27 July 2011

Ohm's Law

I've gotten to enjoy Christophe Pettus' postings linked from the PostgreSQL site. He does a neat presentation. This is his latest. Note especially pages 50 and following. While he's a Python/Postgres kind of person, and I'm currently exploring RoR again (long story), he does say things the way I do. Not quite as famous as he is, of course. In the database is truth. Note in particular his observations with regard to "cloud" I/O; it's what I've always suspected. It's your data, don't treat it like a red haired step-child. The SSD is the future of normalized, i.e. fast, data. The "data explosion" is largely the result of bad (non-existent?) data modeling. Cloud is all about minimalist/commodity parts which are easily re-assignable. If anything kills off the RM, it will be public clouds. Coders get infinite employment, and the profession relives the 1960s. Sniff.
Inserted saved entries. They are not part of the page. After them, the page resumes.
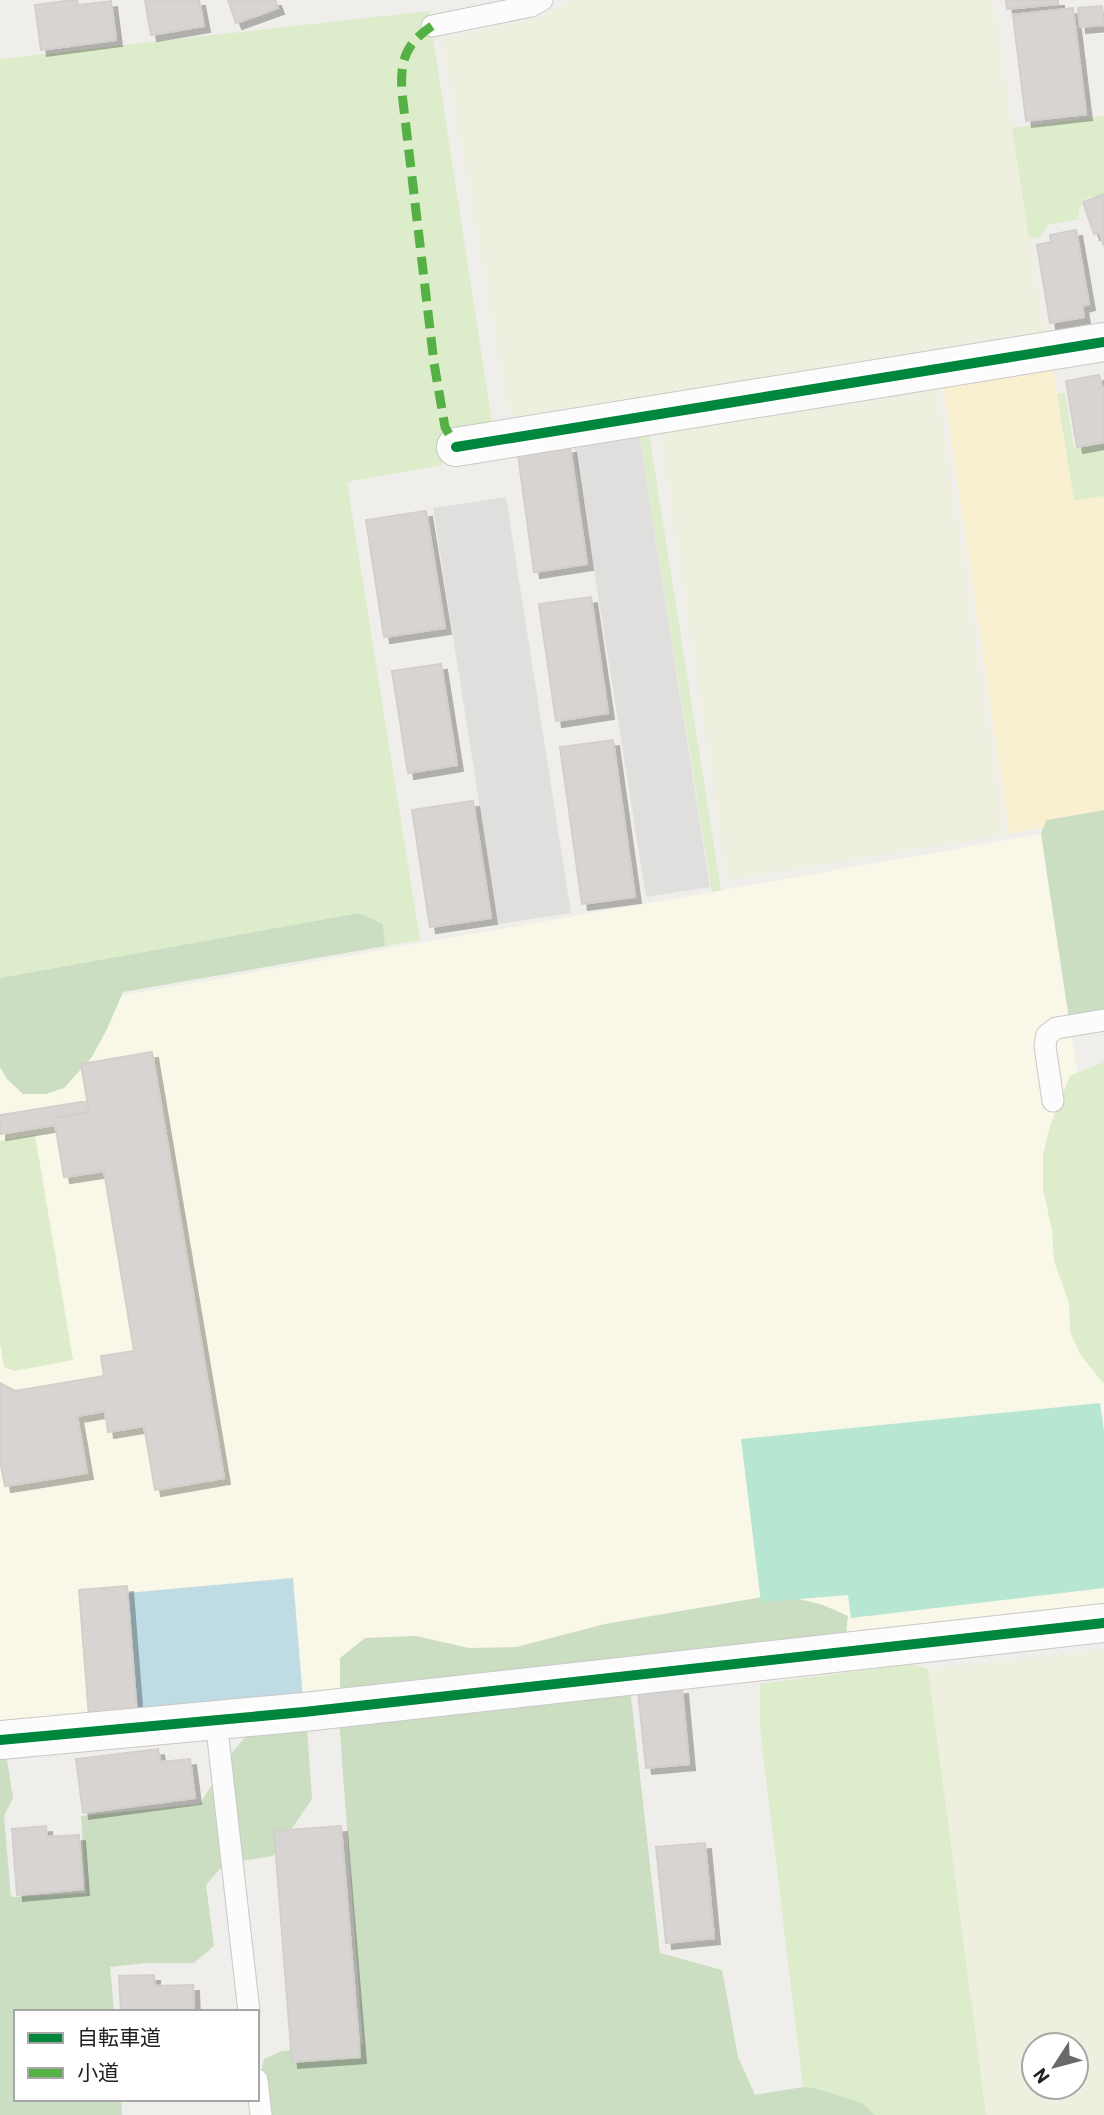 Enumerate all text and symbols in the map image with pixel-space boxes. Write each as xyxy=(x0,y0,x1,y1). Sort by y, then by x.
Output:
legend xyxy=(14,2010,259,2101)
text: 自転車道 xyxy=(77,2024,161,2049)
north arrow xyxy=(1020,2031,1090,2101)
text: 小道 xyxy=(77,2059,119,2084)
text: N xyxy=(1028,2064,1054,2088) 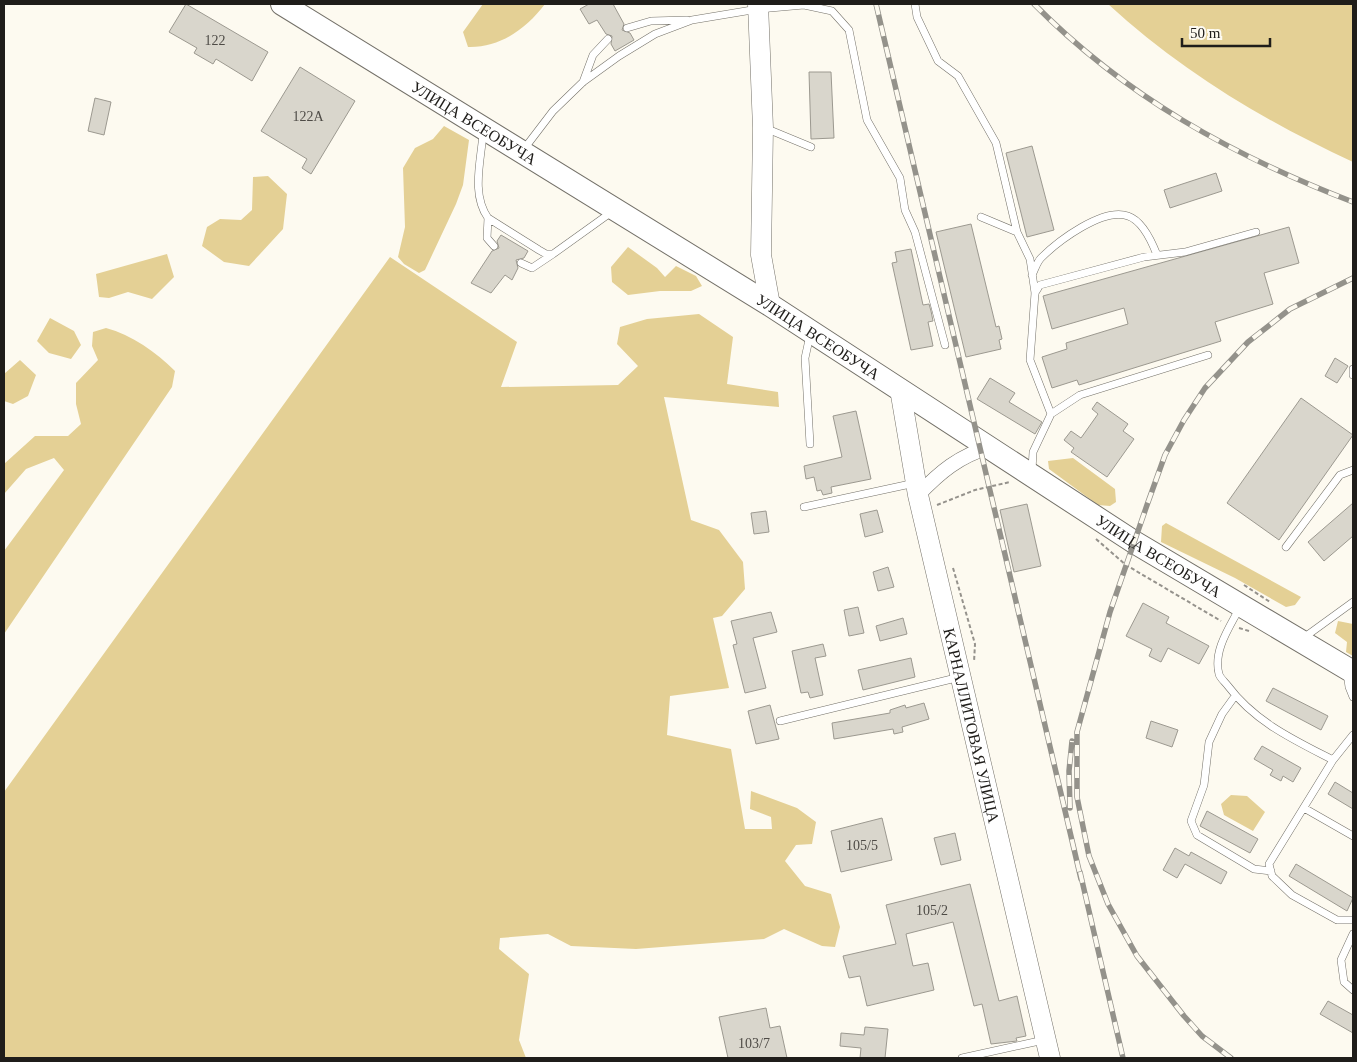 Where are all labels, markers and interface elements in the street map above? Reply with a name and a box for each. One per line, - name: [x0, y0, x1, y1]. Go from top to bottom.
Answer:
- scale bar: [1182, 15, 1270, 47]
- text: 50 m: [1190, 25, 1221, 41]
- house number: 122: [205, 33, 226, 48]
- street label: УЛИЦА ВСЕОБУЧА: [408, 78, 540, 168]
- house number: 122А: [292, 109, 324, 124]
- street label: УЛИЦА ВСЕОБУЧА: [753, 291, 883, 383]
- street label: УЛИЦА ВСЕОБУЧА: [1093, 512, 1225, 601]
- street label: КАРНАЛЛИТОВАЯ УЛИЦА: [940, 626, 1003, 825]
- house number: 105/5: [846, 838, 878, 853]
- house number: 105/2: [916, 903, 948, 918]
- house number: 103/7: [738, 1036, 770, 1051] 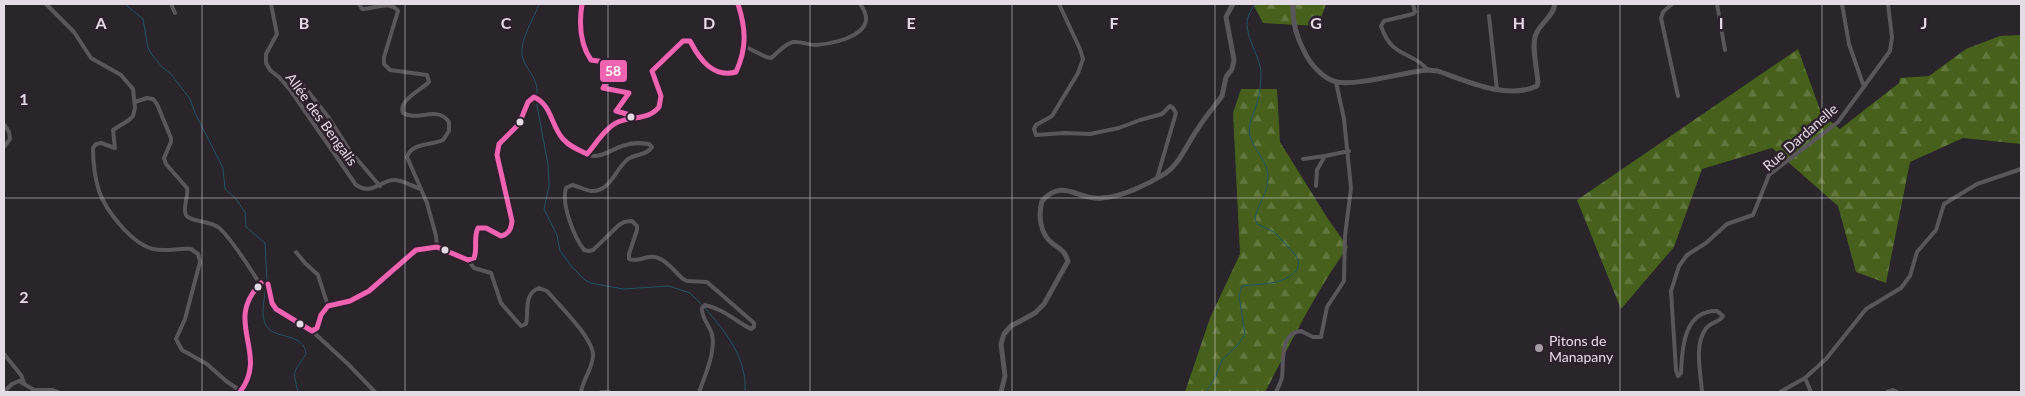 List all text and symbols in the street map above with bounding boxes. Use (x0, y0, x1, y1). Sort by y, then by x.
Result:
text: A (94, 13, 107, 32)
text: B (299, 13, 309, 32)
text: C (501, 13, 512, 32)
text: D (703, 13, 715, 32)
text: E (906, 13, 916, 32)
text: F (1109, 13, 1119, 32)
text: G (1310, 13, 1322, 32)
text: H (1513, 13, 1525, 32)
text: I (1719, 13, 1723, 32)
text: J (1921, 13, 1927, 32)
line badge: 58 (599, 59, 628, 83)
text: 58 (605, 62, 621, 79)
street label: Allée des Bengalis (283, 69, 361, 169)
text: 1 (19, 89, 29, 108)
street label: Rue Dardanelle (1759, 100, 1841, 174)
unlabelled marker (626, 112, 636, 122)
unlabelled marker (515, 117, 525, 127)
unlabelled marker (440, 245, 450, 255)
unlabelled marker (253, 282, 263, 292)
text: 2 (19, 287, 29, 306)
unlabelled marker (295, 319, 305, 329)
place label: Pitons de Manapany (1549, 332, 1614, 365)
marker: Pitons de Manapany (1533, 342, 1545, 354)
So far as that goes, what he's saying about coders abusing the database from Django is about what I've seen with coders abusing the database from RoR; may be more so, given David's attitude toward data. The problem with ORMs is that they seek to solve a problem created by OO coders, but which doesn't exist in the Real World. Such coders refer to the problem as Impedance Mismatch, which is merely an assumption that objects can't be populated with data from the RM. But it's just an assumption. What they steadfastly (shades of Tea Baggers, what?) refuse to acknowledge is that BCNF databases allow for construction of arbitrarily complex data structures, unlike the hierarchic/IMS/xml approach, which is locked in to a parent/child structure. Change that, and all the application code which manages it has to change. Well, unless you've written a bare bones RM engine into your application. Don't laugh; I've lived through folks doing just that.

The world isn't hierarchic, no matter what OO/xml folks want to assert. I've worked lots of places, small to huge, and the archetype for the hierarchic structure doesn't actually exist. That structure is the Org Chart. In the hypothetical world, each worker bee has one, and only one, supervisor. The real world is run on Matrix Management, one has supervisor du jour, never the same one each day, varies by project/location/assignment/foobar. The real world is relational, connections come and go, in vivid multiplicity. The relational model stores such natively. From this structure can be built any set of connections which arise. By *not predefining* the connections, only the absolute identities of each type/rule, one can create new relationships simply by naming new foreign keys (cross-reference tables, by various names, for many-to-many relations).

One can also add new data without (if one has been moderately smart with the DDL/SQL) clobbering any existing SQL (or, heaven help us all) application code which directly queries the DB. Existing queries can ignore, if desired, new columns and new tables; so long as one avoids 'Select * from ...', of course. You would never do that, right?

1 comment:

Anonymous said...

> (shades of Tea Baggers, what?)

Where *I* get an impedance mismatch is your playing the Krufty Konservative to the witless kiddie coders, then sneering on politics like a 20-year old sophomoric Redditor ...

(Also, please bring back the old 1950s profile pic - the imitation Pratchett, much as I like his writings, isn't that appealing.)